Exercise requirements: Across the whole listing, copy out every line that includes the string "Pinares".

Provided records:
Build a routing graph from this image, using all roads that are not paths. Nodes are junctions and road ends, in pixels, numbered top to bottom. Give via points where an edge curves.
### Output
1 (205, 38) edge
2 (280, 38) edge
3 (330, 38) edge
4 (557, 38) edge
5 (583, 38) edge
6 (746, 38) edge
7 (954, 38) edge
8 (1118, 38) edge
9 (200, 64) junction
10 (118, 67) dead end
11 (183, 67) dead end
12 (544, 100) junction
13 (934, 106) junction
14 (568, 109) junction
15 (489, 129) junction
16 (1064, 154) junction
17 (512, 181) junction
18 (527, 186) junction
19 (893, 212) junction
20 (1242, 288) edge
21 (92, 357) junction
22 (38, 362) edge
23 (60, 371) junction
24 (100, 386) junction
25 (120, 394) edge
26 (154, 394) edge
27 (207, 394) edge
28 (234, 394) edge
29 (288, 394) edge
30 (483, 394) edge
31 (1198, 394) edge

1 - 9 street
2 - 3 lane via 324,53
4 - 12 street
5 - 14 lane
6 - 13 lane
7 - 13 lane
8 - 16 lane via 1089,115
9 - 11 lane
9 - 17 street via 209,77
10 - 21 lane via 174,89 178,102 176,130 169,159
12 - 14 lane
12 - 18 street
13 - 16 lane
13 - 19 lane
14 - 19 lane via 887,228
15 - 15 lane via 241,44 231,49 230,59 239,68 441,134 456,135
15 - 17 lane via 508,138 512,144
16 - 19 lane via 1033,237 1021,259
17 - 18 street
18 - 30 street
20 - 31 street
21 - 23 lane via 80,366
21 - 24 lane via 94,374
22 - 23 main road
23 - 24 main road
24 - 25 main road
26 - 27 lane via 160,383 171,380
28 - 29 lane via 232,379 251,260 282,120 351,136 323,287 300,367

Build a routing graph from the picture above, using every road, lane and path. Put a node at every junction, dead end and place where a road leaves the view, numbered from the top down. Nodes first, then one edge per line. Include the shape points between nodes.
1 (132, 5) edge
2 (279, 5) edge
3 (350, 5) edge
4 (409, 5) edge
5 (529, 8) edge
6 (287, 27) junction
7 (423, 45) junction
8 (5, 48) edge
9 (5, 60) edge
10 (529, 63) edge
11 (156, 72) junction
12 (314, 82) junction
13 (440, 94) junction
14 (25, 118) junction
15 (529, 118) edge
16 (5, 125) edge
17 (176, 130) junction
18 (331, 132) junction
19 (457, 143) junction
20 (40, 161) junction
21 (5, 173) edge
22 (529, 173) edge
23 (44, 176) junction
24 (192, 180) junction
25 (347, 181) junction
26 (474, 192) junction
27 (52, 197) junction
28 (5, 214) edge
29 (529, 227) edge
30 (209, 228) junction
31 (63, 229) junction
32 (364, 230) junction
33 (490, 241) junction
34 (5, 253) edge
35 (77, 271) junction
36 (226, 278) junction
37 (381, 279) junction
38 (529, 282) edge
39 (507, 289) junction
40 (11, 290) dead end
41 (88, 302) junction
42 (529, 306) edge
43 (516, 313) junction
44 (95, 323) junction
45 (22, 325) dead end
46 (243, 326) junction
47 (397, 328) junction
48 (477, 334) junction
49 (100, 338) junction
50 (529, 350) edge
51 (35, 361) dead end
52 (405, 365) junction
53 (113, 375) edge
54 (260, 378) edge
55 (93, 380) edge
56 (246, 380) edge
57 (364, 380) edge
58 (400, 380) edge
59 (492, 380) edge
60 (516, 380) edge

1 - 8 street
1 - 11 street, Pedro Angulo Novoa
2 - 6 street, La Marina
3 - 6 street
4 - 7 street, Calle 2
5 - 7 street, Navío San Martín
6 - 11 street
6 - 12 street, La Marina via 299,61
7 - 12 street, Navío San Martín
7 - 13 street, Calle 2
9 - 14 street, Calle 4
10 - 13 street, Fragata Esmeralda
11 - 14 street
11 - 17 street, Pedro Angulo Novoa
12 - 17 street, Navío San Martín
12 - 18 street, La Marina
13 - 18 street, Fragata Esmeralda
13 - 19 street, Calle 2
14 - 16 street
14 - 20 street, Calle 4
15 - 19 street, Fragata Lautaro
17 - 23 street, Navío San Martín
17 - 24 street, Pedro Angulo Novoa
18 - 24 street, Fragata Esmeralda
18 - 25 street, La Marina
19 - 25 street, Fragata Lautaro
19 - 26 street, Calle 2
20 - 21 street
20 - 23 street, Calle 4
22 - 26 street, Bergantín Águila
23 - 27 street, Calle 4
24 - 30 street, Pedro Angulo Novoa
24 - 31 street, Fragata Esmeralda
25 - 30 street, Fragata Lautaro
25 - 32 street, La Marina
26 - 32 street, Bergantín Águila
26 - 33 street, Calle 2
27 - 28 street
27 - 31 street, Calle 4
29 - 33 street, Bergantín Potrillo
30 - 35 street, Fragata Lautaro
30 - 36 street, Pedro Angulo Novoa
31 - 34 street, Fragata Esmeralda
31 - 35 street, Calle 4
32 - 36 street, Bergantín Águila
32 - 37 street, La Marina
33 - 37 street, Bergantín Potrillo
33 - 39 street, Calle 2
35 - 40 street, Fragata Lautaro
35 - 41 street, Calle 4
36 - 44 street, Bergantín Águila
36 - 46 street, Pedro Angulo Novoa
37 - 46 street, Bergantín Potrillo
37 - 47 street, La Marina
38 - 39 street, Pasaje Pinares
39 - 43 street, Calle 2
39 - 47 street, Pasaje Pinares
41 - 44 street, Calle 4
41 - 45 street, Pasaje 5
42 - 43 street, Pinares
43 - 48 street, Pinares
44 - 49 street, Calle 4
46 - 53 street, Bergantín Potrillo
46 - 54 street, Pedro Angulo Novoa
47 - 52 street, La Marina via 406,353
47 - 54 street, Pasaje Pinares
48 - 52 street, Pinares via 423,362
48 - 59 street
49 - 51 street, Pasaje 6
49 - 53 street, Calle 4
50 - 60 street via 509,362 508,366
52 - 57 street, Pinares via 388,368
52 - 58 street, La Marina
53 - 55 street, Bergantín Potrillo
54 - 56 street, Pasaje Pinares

Reply to the exercise:
38 - 39 street, Pasaje Pinares
39 - 47 street, Pasaje Pinares
42 - 43 street, Pinares
43 - 48 street, Pinares
47 - 54 street, Pasaje Pinares
48 - 52 street, Pinares via 423,362
52 - 57 street, Pinares via 388,368
54 - 56 street, Pasaje Pinares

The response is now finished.